• [DATASET]:
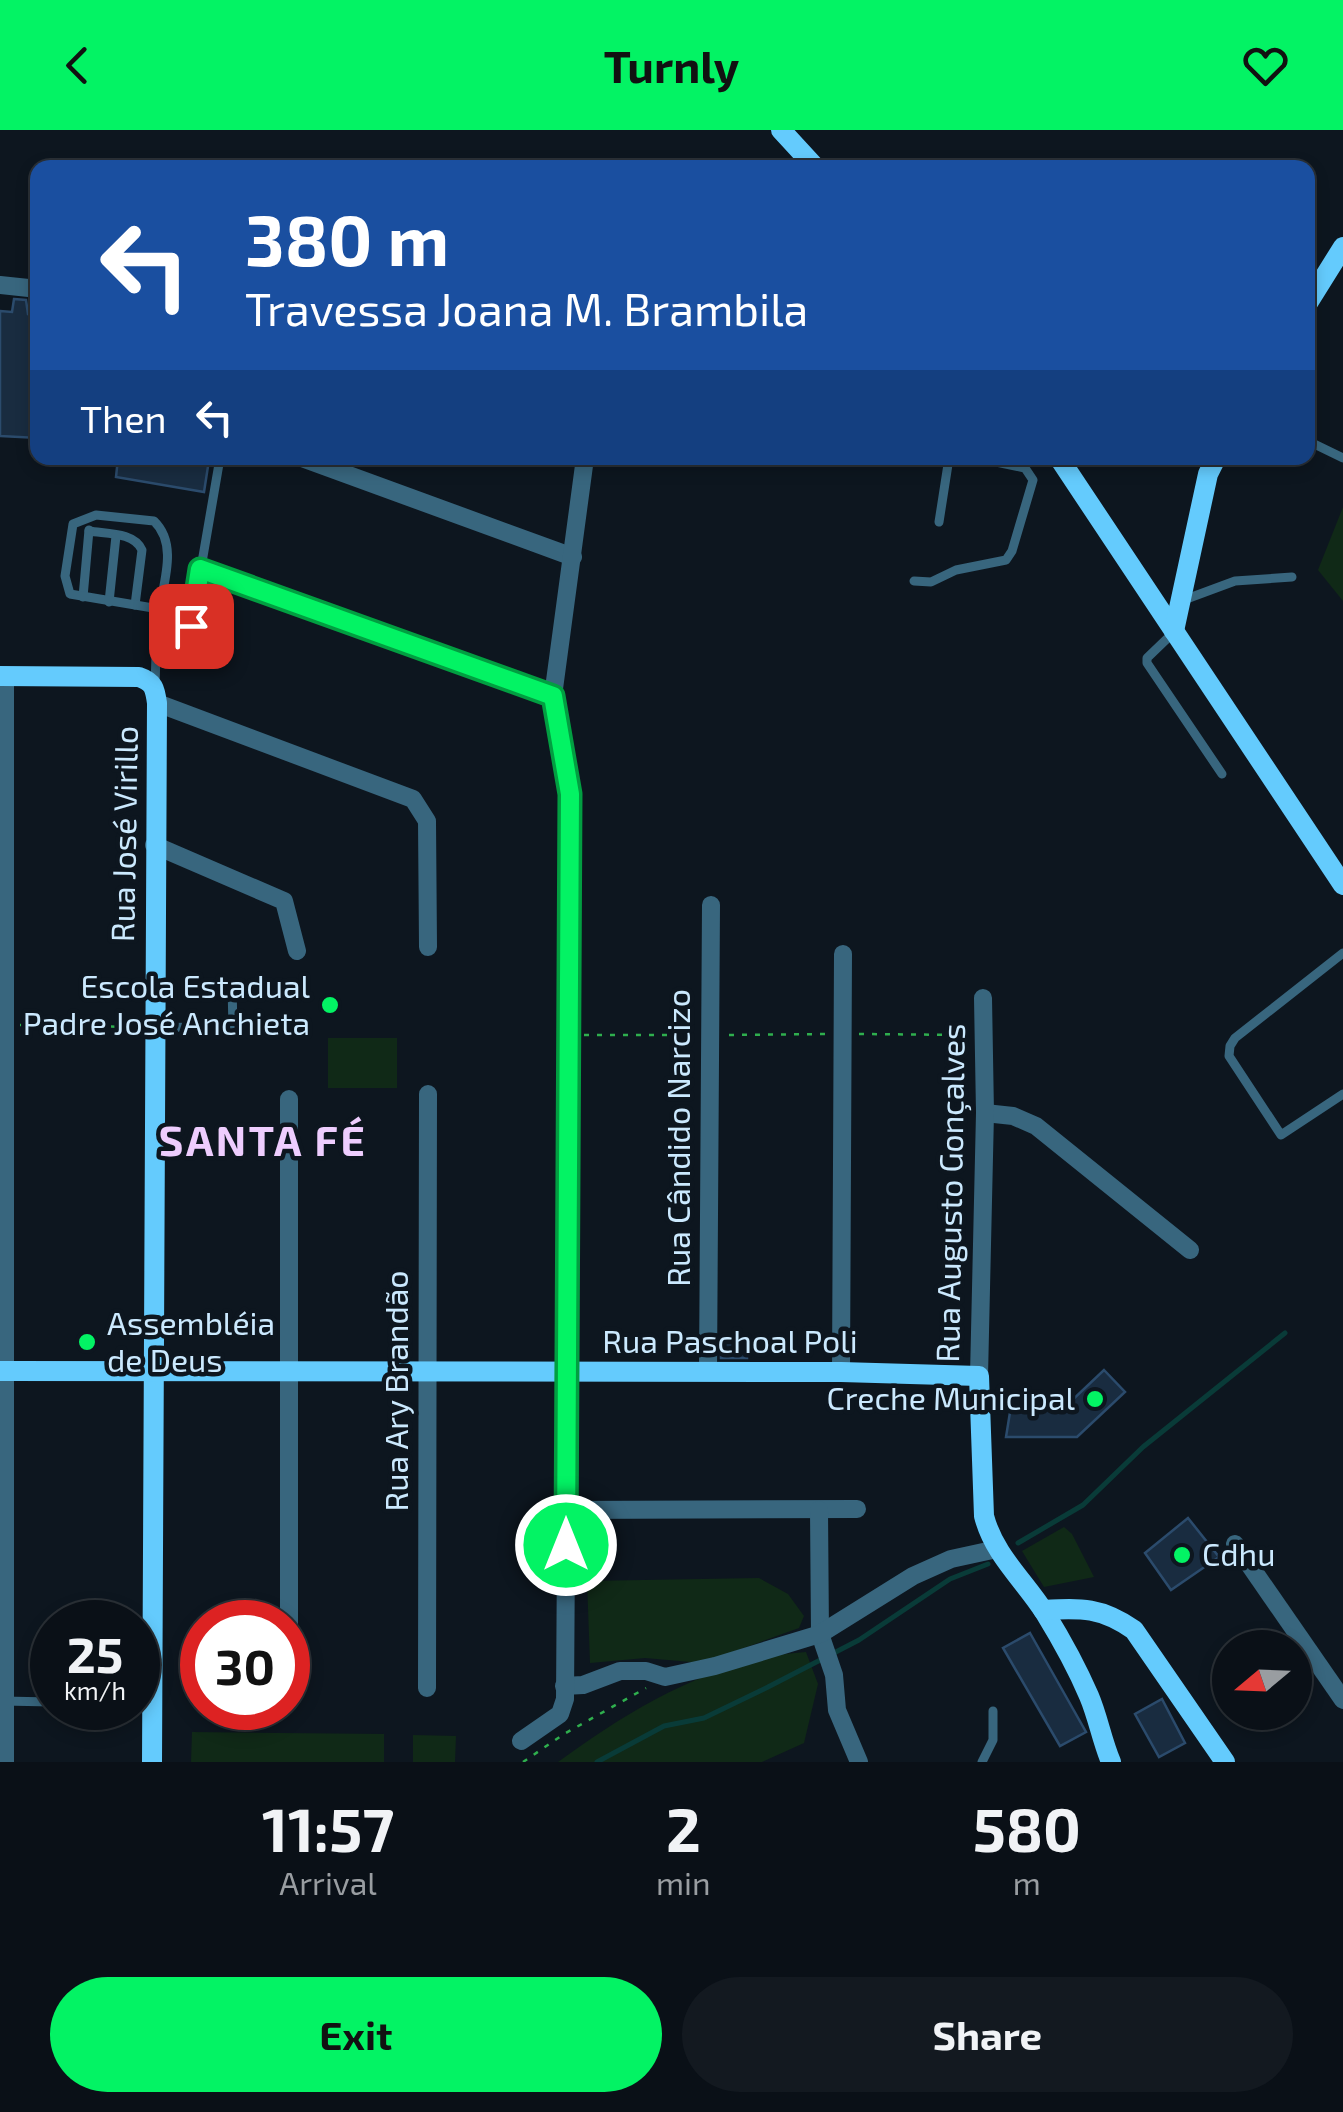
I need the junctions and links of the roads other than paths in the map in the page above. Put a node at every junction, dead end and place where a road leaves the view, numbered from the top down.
1 (780, 130) edge
2 (808, 160) edge
3 (1343, 246) edge
4 (0, 284) edge
5 (30, 288) edge
6 (1315, 291) edge
7 (1315, 444) edge
8 (1343, 458) edge
9 (219, 465) edge
10 (321, 465) edge
11 (584, 465) edge
12 (948, 465) edge
13 (1011, 465) edge
14 (1064, 465) edge
15 (1212, 465) edge
16 (90, 518) junction
17 (939, 522) dead end
18 (89, 531) junction
19 (116, 536) junction
20 (573, 557) junction
21 (200, 569) junction
22 (1292, 577) dead end
23 (914, 581) dead end
24 (83, 597) junction
25 (108, 602) junction
26 (1178, 602) junction
27 (134, 605) junction
28 (159, 609) junction
29 (191, 626) dead end
30 (1174, 632) junction
31 (2, 676) edge
32 (156, 695) junction
33 (553, 696) junction
34 (1222, 774) dead end
35 (154, 846) junction
36 (1343, 885) edge
37 (711, 906) dead end
38 (428, 947) dead end
39 (298, 950) dead end
40 (1343, 953) edge
41 (844, 954) dead end
42 (232, 986) dead end
43 (983, 998) dead end
44 (154, 1027) junction
45 (428, 1094) dead end
46 (1343, 1094) edge
47 (289, 1098) dead end
48 (984, 1112) junction
49 (1190, 1250) dead end
50 (153, 1370) junction
51 (290, 1370) junction
52 (4, 1371) edge
53 (426, 1371) junction
54 (566, 1371) junction
55 (708, 1372) junction
56 (841, 1372) junction
57 (979, 1376) junction
58 (856, 1509) dead end
59 (567, 1510) junction
60 (819, 1510) junction
61 (1235, 1544) dead end
62 (997, 1550) junction
63 (148, 1600) edge
64 (290, 1600) edge
65 (1043, 1610) junction
66 (822, 1643) junction
67 (564, 1686) junction
68 (427, 1688) dead end
69 (1343, 1700) edge
70 (2, 1701) edge
71 (30, 1702) edge
72 (993, 1711) dead end
73 (148, 1730) edge
74 (521, 1741) dead end
75 (5, 1762) edge
76 (152, 1762) edge
77 (859, 1762) edge
78 (982, 1762) edge
79 (1110, 1762) edge
80 (1224, 1762) edge

1 - 2 street
3 - 6 street
4 - 5 street
7 - 8 lane
9 - 21 lane
10 - 20 street
11 - 20 street
12 - 17 lane
13 - 23 lane
14 - 30 street
15 - 26 street
16 - 18 lane
16 - 24 lane
16 - 28 lane
18 - 19 lane
18 - 24 lane
19 - 25 lane
19 - 27 lane
20 - 33 street
21 - 29 lane
21 - 33 street
22 - 26 lane
24 - 25 lane
25 - 27 lane
26 - 30 street
27 - 28 lane
28 - 32 lane
30 - 34 lane
30 - 36 street
31 - 32 street
31 - 52 street
32 - 35 street, Rua José Virillo
32 - 38 street
33 - 54 street
35 - 39 street
35 - 44 street, Rua José Virillo
37 - 55 street, Rua Cândido Narcizo
40 - 46 lane
41 - 56 street
42 - 44 lane
43 - 48 street, Rua Augusto Gonçalves
44 - 50 street, Rua José Virillo
45 - 53 street, Rua Ary Brandão
47 - 51 street
48 - 49 street
48 - 57 street, Rua Augusto Gonçalves
50 - 51 street, Rua Paschoal Poli
50 - 52 street, Rua Paschoal Poli
50 - 63 street, Rua José Virillo
51 - 53 street, Rua Paschoal Poli
51 - 64 street
52 - 70 street
53 - 54 street, Rua Paschoal Poli
53 - 68 street, Rua Ary Brandão
54 - 55 street, Rua Paschoal Poli
54 - 59 street
55 - 56 street, Rua Paschoal Poli
56 - 57 street, Rua Paschoal Poli
57 - 62 street, Rua Augusto Gonçalves
58 - 60 street
59 - 60 street
59 - 67 street
60 - 66 street
61 - 69 street
62 - 65 street, Rua Augusto Gonçalves
62 - 66 street
65 - 79 street, Rua Augusto Gonçalves
65 - 80 street
66 - 67 street
66 - 77 street
67 - 74 street
70 - 71 lane
70 - 75 street
72 - 78 lane
73 - 76 street, Rua José Virillo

• [ASSIGNED TASK]:
Among the entries above, how many lines hold the string "Augusto"? Give the number by itself.

• [SOLVED EXERCISE]:
5